> [YOUR GOAL]:
Go through the listing below. Copy each line that has the string "main".

> [PROVIDED MATERIAL]:
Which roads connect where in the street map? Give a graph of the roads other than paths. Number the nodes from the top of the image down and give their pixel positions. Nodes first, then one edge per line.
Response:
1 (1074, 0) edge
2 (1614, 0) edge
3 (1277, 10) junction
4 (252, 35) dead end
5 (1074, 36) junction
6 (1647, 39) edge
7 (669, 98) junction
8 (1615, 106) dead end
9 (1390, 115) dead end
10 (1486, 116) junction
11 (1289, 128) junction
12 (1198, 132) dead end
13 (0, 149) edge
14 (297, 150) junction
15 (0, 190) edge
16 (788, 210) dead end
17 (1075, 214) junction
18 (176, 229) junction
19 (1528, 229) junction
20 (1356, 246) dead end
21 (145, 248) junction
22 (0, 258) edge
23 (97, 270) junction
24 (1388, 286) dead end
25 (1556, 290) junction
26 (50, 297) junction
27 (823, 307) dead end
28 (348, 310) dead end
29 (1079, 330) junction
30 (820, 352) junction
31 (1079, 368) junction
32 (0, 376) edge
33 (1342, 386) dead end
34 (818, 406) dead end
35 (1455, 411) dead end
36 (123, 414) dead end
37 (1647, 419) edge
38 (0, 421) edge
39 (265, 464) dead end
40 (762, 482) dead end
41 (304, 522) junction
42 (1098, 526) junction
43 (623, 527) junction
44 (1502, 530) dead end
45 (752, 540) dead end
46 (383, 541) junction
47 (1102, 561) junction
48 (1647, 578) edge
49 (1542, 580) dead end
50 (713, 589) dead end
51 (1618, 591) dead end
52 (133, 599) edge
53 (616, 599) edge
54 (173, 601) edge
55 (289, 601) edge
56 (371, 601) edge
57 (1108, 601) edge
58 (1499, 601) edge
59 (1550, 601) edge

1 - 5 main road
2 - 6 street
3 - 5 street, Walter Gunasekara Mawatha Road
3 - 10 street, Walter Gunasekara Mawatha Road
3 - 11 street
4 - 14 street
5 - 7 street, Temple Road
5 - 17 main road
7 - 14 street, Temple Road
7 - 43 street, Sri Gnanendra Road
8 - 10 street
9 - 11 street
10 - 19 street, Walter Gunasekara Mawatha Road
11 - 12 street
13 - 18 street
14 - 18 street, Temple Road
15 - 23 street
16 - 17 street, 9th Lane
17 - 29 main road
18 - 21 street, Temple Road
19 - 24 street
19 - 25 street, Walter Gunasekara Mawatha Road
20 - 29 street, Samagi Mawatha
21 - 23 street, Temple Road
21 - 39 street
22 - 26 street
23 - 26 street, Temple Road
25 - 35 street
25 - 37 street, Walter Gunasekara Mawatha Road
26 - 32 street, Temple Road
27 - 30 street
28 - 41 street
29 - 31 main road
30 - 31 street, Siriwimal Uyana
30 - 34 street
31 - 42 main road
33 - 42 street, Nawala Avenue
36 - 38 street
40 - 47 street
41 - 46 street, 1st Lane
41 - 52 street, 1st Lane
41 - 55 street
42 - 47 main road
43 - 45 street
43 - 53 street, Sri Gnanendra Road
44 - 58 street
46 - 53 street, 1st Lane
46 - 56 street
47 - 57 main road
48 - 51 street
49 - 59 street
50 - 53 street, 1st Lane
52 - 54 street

--

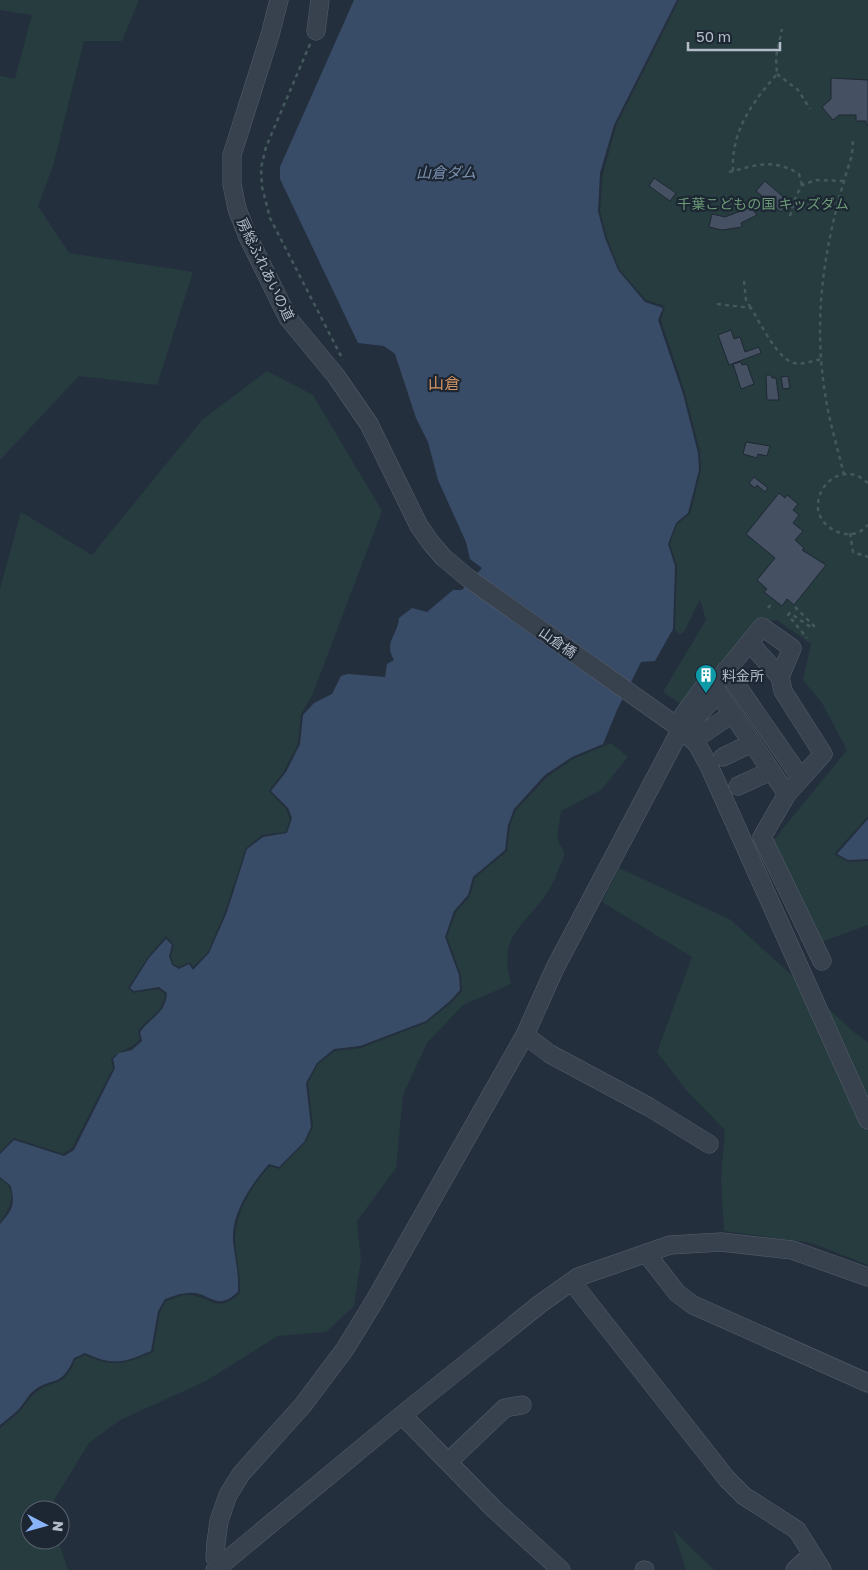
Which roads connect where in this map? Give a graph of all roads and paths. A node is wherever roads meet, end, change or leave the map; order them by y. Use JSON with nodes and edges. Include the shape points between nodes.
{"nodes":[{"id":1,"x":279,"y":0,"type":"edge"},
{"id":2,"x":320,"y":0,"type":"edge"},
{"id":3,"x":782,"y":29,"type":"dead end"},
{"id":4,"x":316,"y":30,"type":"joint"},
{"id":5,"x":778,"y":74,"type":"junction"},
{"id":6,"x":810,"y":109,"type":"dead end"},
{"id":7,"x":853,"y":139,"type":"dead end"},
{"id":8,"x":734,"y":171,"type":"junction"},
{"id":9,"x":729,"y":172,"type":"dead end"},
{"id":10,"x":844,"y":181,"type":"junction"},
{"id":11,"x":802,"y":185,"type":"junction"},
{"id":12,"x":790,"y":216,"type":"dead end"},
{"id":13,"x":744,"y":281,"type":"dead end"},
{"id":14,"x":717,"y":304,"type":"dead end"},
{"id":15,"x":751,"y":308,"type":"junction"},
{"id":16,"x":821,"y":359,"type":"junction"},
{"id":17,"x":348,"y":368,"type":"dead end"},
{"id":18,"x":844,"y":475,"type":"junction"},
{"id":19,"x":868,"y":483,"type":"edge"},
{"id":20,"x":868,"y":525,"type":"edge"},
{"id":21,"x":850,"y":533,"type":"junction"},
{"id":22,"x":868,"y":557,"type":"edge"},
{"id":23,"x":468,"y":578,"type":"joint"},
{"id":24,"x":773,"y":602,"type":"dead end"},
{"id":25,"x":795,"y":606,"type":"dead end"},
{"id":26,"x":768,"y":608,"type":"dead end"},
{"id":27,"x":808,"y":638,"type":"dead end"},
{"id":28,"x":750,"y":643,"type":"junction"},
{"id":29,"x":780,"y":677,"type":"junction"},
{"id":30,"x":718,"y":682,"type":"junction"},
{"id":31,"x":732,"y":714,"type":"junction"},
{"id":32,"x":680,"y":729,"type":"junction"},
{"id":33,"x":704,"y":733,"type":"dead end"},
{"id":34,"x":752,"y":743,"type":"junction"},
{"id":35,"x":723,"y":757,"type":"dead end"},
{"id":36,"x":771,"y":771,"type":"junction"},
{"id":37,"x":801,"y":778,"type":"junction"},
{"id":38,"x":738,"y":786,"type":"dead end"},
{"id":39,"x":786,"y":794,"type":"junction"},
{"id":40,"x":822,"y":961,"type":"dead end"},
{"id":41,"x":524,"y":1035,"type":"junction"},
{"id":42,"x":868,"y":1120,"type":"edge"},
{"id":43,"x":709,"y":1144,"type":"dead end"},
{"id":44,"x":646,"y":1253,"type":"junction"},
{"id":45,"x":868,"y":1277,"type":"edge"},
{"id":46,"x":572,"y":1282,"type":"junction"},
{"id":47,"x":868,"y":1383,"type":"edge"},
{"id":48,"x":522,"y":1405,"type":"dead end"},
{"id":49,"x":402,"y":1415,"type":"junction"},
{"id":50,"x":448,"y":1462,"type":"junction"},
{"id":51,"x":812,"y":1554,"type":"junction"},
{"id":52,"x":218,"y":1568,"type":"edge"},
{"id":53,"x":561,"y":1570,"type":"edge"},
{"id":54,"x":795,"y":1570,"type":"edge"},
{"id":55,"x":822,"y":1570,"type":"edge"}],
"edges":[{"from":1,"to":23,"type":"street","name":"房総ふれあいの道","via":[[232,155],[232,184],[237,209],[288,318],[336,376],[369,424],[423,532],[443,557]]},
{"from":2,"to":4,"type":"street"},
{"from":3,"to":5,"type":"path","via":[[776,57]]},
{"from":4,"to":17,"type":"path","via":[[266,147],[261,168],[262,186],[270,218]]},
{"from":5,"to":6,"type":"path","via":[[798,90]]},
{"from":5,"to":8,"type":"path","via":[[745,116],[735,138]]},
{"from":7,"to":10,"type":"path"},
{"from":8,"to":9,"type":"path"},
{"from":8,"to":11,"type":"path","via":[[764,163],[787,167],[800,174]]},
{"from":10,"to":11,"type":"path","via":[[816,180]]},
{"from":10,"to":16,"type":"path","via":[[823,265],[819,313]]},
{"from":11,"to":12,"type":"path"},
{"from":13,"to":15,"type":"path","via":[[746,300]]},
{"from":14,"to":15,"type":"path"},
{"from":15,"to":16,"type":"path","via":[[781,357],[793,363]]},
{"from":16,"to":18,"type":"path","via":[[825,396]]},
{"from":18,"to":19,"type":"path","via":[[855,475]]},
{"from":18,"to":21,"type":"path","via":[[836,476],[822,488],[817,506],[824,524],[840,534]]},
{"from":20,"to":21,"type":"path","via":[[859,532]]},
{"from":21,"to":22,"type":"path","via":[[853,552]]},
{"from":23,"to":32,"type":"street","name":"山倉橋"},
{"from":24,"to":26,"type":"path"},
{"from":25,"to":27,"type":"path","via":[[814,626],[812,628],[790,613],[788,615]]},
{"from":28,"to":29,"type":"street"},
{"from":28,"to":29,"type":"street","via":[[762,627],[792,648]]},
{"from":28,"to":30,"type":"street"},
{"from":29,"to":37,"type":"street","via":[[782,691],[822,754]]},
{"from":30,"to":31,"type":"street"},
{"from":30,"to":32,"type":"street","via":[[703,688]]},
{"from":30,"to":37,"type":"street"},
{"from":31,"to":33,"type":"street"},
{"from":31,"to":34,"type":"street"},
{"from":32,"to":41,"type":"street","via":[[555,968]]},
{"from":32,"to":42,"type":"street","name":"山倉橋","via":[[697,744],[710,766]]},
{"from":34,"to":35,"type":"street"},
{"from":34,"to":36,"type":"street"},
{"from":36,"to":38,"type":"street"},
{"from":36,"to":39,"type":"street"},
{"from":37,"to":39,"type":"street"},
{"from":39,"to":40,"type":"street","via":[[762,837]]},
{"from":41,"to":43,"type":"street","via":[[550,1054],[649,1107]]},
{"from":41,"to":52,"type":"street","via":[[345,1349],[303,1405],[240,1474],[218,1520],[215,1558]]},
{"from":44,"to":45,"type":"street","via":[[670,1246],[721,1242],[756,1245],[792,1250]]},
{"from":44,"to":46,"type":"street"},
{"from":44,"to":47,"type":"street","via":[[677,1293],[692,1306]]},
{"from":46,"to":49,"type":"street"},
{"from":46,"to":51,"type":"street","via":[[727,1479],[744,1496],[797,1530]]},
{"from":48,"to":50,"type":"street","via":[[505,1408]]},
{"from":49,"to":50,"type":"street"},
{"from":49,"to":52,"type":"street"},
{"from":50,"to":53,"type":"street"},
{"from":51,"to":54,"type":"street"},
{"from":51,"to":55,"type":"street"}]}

> [ANSWER TO THIS TASK]:
1 - 5 main road
5 - 17 main road
17 - 29 main road
29 - 31 main road
31 - 42 main road
42 - 47 main road
47 - 57 main road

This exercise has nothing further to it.